Collected data
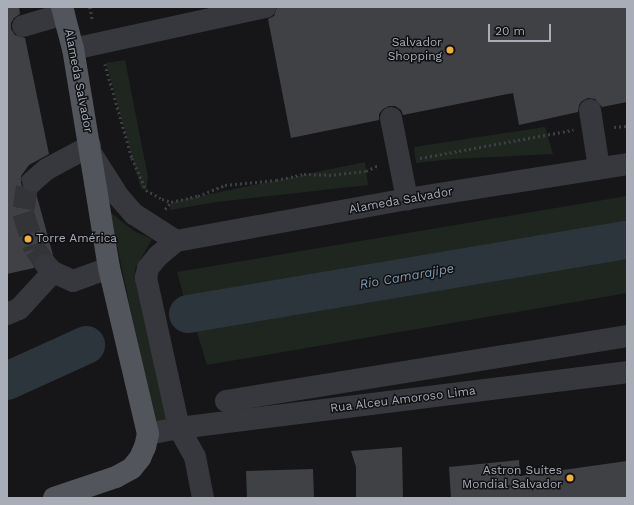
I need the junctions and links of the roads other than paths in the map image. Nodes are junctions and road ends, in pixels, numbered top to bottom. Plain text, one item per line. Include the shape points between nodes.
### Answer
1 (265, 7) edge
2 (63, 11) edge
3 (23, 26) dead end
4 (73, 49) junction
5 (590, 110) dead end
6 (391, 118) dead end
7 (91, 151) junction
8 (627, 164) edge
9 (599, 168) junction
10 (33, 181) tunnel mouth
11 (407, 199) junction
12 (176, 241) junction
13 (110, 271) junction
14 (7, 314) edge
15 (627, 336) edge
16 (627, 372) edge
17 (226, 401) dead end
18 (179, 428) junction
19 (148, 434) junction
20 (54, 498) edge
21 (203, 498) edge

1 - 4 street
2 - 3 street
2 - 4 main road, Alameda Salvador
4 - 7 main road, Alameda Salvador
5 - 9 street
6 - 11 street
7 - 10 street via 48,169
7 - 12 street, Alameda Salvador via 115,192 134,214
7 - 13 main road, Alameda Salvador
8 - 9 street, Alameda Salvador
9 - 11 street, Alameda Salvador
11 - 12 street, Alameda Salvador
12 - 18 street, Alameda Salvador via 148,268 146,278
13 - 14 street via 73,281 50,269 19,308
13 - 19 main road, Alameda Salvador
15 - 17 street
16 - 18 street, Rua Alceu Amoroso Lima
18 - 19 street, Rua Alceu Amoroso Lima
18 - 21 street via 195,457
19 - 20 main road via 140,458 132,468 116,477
==
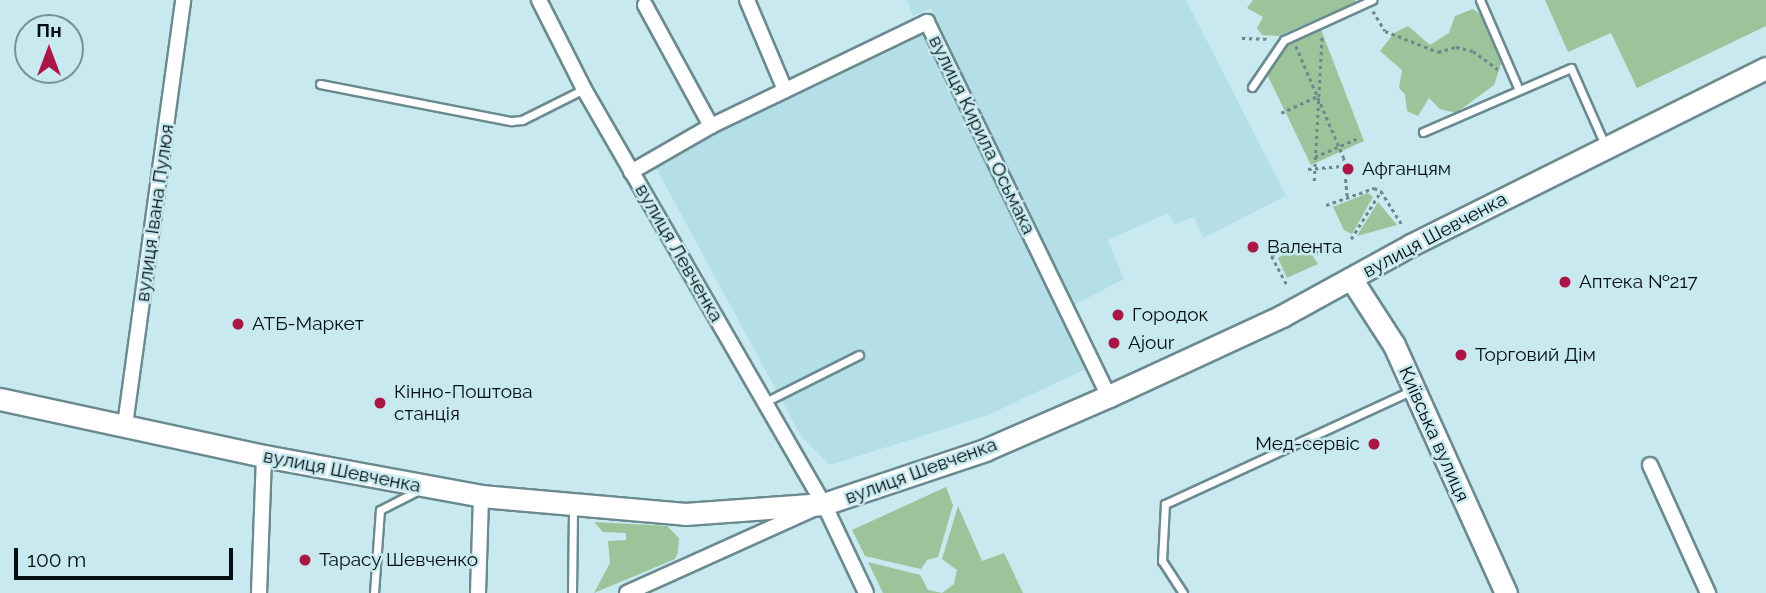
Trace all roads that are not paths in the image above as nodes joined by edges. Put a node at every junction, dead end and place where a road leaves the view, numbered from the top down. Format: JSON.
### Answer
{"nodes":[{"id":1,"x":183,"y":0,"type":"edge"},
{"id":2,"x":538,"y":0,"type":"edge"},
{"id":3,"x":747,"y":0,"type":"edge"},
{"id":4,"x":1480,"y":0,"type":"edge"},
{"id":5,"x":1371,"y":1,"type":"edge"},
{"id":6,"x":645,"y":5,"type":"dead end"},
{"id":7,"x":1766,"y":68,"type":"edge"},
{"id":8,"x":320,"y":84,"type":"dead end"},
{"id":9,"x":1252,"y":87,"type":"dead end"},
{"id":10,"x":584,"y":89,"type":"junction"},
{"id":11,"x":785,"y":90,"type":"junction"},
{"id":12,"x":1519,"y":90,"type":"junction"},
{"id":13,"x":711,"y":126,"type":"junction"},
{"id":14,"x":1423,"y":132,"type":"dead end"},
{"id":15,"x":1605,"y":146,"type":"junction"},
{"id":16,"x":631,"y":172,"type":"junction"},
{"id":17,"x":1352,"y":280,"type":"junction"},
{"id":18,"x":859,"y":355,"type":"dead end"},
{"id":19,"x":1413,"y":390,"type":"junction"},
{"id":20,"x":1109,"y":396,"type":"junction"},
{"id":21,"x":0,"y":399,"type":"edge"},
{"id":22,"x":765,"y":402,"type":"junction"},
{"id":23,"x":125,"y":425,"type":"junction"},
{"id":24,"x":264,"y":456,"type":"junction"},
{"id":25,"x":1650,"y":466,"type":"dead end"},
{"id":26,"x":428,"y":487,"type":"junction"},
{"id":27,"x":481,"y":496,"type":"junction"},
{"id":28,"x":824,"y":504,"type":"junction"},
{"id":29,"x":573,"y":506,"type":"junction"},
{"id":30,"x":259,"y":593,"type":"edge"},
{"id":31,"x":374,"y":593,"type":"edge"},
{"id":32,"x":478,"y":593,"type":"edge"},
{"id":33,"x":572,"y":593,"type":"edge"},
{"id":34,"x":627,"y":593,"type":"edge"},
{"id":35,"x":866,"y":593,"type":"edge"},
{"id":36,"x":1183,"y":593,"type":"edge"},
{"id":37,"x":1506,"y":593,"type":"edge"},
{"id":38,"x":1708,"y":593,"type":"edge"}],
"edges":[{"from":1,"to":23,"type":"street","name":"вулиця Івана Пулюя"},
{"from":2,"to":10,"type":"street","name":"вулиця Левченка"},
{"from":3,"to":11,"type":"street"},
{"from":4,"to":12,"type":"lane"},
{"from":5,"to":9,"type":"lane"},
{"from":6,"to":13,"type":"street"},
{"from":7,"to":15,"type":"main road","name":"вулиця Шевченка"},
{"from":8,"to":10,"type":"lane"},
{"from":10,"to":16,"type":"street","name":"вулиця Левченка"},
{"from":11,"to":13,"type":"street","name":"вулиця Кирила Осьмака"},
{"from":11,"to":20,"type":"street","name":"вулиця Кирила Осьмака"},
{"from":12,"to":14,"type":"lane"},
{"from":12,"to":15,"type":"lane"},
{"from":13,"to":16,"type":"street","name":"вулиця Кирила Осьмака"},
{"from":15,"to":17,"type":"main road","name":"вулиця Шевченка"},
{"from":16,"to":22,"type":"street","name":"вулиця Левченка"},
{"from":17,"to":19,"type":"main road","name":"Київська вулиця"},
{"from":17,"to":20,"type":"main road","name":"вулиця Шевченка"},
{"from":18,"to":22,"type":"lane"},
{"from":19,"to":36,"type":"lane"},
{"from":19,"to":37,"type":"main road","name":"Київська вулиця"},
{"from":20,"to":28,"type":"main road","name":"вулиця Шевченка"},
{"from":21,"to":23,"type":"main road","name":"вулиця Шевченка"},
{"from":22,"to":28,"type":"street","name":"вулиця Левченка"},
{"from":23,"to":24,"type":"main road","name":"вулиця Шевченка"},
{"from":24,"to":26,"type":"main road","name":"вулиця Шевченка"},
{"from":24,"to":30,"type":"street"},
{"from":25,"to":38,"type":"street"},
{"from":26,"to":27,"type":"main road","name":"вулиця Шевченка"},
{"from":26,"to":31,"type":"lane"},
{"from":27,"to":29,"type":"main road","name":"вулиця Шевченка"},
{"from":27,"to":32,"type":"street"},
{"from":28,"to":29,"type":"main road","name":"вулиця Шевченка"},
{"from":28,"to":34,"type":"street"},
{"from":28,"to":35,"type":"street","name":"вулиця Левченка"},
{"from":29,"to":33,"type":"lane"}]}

- _EXERCISE GOAL_: Within this data, count the lines that include the string "paths" and write the number with nothing else.

- _EXERCISE OUTPUT_: 2